Boone is on the Blue Ridge Parkway, which runs through Virginia and North Carolina. This 469-mile-long road has long stretches with speed limits of 45 mph or less, letting you appreciate the mind-blowing mountain views and orange, gold and red explosions as the leaves change.
Fall color usually begins in the upper mountain areas around the first week in October and works its way down to lower areas by mid-November. These are the peak times for seeing the fall foliage, but really any time you visit here there is beauty to enjoy.
- The Rhododendron Tunnel at Craggy Gardens in nearby Black Mountain offers spectacular landscape and beautiful mountain views. On clear nights, the vast picnic area becomes a popular stargazing spot.
3. Conway, New Hampshire
In the center of the White Mountain National Forest, Conway is the central commercial area for several surrounding counties. It is also the eastern terminus for State Highway 112, called the Kancamagus Scenic Byway.
Although the Byway only runs for 34 miles, it is one of the best drives to see fall foliage. The “Kanc,” as it’s known, is bursting with beech, birch, and maple trees. On average, the prime viewing season runs from late September through mid-October.
- Diana’s Bath, a series of pools, cascades (waterfalls), and the Lucy Brook.
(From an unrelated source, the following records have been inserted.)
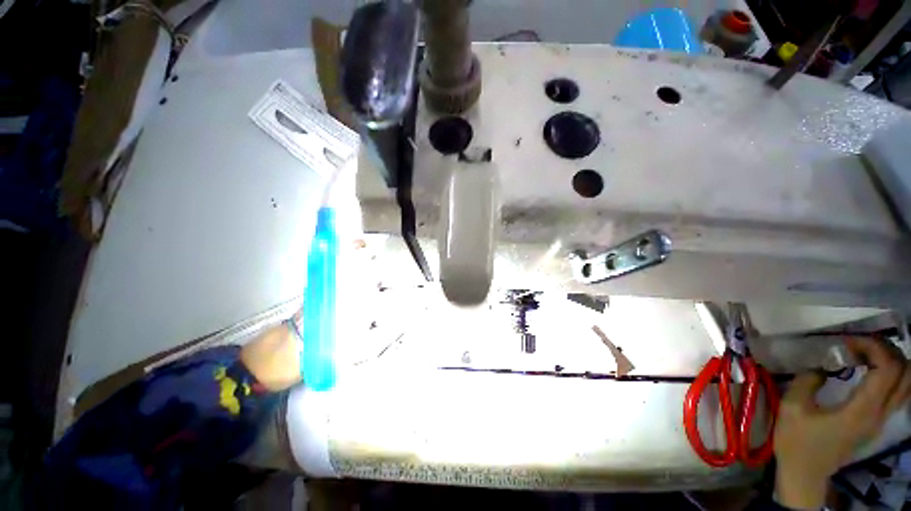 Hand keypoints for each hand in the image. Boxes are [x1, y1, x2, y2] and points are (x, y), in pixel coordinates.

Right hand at [774, 337, 910, 509]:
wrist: (805, 474)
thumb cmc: (797, 441)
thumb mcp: (793, 408)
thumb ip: (808, 381)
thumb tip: (821, 364)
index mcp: (862, 410)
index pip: (888, 369)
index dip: (873, 347)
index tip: (847, 341)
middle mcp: (880, 414)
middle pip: (904, 373)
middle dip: (886, 350)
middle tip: (858, 343)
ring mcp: (881, 420)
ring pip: (906, 383)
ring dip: (891, 361)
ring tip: (866, 353)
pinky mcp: (877, 423)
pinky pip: (898, 392)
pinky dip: (890, 374)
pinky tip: (869, 371) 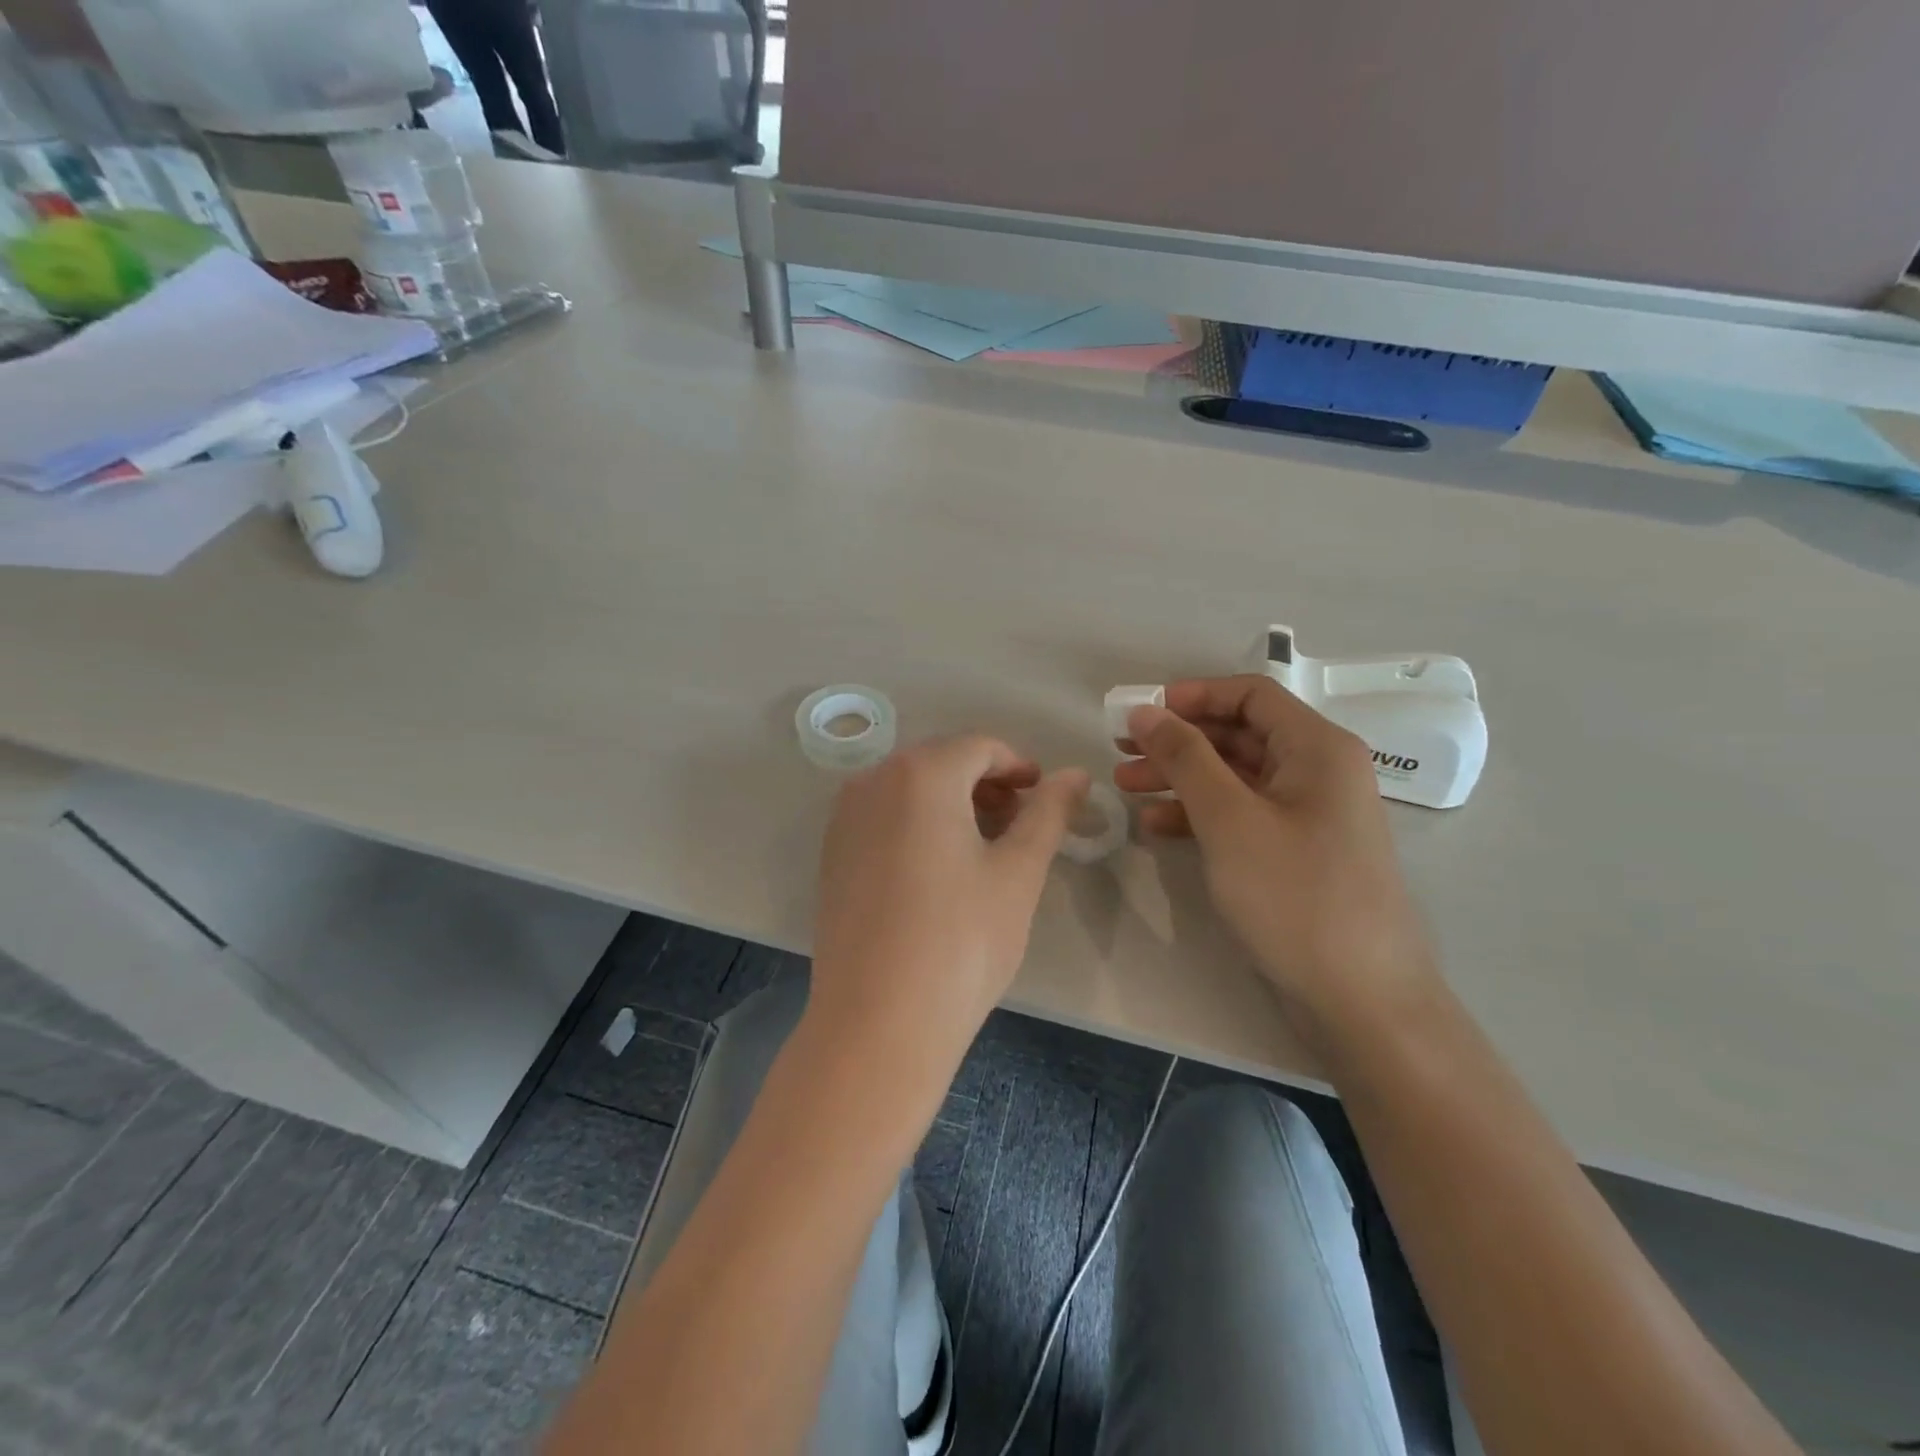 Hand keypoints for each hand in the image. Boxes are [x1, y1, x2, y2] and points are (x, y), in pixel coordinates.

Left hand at [810, 736, 1088, 1074]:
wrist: (878, 1022)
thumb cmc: (962, 940)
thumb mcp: (1019, 872)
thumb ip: (1049, 812)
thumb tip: (1076, 775)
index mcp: (920, 773)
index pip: (980, 747)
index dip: (1019, 767)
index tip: (1045, 797)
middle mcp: (873, 781)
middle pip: (942, 763)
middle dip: (987, 784)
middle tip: (1022, 824)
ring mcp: (844, 818)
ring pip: (911, 789)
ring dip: (954, 803)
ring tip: (987, 848)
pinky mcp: (832, 854)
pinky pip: (884, 817)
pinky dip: (919, 824)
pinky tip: (940, 869)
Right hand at [1115, 676, 1438, 1031]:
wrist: (1362, 1001)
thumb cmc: (1295, 896)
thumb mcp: (1230, 819)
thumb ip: (1185, 758)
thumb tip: (1145, 711)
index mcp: (1318, 748)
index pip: (1250, 695)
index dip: (1191, 696)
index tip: (1139, 714)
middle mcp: (1319, 772)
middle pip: (1239, 735)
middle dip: (1177, 741)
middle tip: (1121, 753)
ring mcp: (1309, 816)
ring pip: (1235, 777)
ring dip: (1180, 778)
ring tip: (1125, 788)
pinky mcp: (1296, 854)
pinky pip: (1242, 816)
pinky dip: (1200, 815)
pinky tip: (1157, 827)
- North Conway is an adjacent town with five picturesque covered bridges and a restored passenger train from the 1920s.
4. Destin, Florida
Who goes to the beach in the fall? Smart travelers, that’s who. During the fall, excellent beaches are often blissfully devoid of crowds and not as hot and humid (although still warm). Situated in the northwestern part of Florida on the Gulf of Mexico, Destin is known for its white sands and emerald green waters.
- Private sunset cruise from Destin Harbor aboard a luxury pontoon to spot dolphins frolicking in the water and watch the sunset over the Gulf of Mexico.
Milton / Gulf Pines KOA Holiday
5. Durango, Colorado
Durango was established as a railroad town in 1880 and today provides that small-town feeling thanks to its population of just 20,000. It is located on Colorado’s Million Dollar Highway (Route 550), which runs from Silverton to Ouray.
The Million Dollar Highway is a paved, two-lane road that climbs 2,000 feet from Silverton to its summit at Red Mountain Pass and then drops another 3,000 feet en route to Ouray. At 25 miles, it is not a long drive, but with its hairpin curves, steep climbs, and lack of guard rails, you will want to take it nice and slow – not just for safety, but also to be able to take in all the stunning views.
The aspen trees along much of Route 550 fade to a lovely golden hue, peaking around late early October.
- Trimble Spa and Natural Hot Springs first opened in 1874. Ancient Puebloan tribes used these natural healing waters between 1000 to 1200 AD.
- Chimney Rock National Monument is only about 30 miles away.
Ouray KOA Holiday
6. Gatlinburg, Tennessee
Gatlinburg’s 407-foot Space Needle is its most iconic landmark. You ride a glass elevator to the top for sweeping 360-degree views of the surrounding area. However, that’s not all there is to enjoy here. Every fall, Gatlinburg hosts the Smoky Mountain Harvest Festival, during which Gatlinburg businesses decorate their storefronts with yellows, oranges, and reds.
The notion that peak color season in the Great Smoky Mountains is in mid-October is a misconception. The colors of autumn light up the Smokies for seven weeks or more, moving from the peak elevations down to the foothills. The seven-week period generally runs from mid-September through the end of October.
- Oktoberfest at Ober Gatlinburg, where people dress in traditional costumes, musicians perform authentic German tunes, and iconic German-inspired foods like schnitzel, bratwurst, and strudel are served. The outdoor Bier Garten is open every day.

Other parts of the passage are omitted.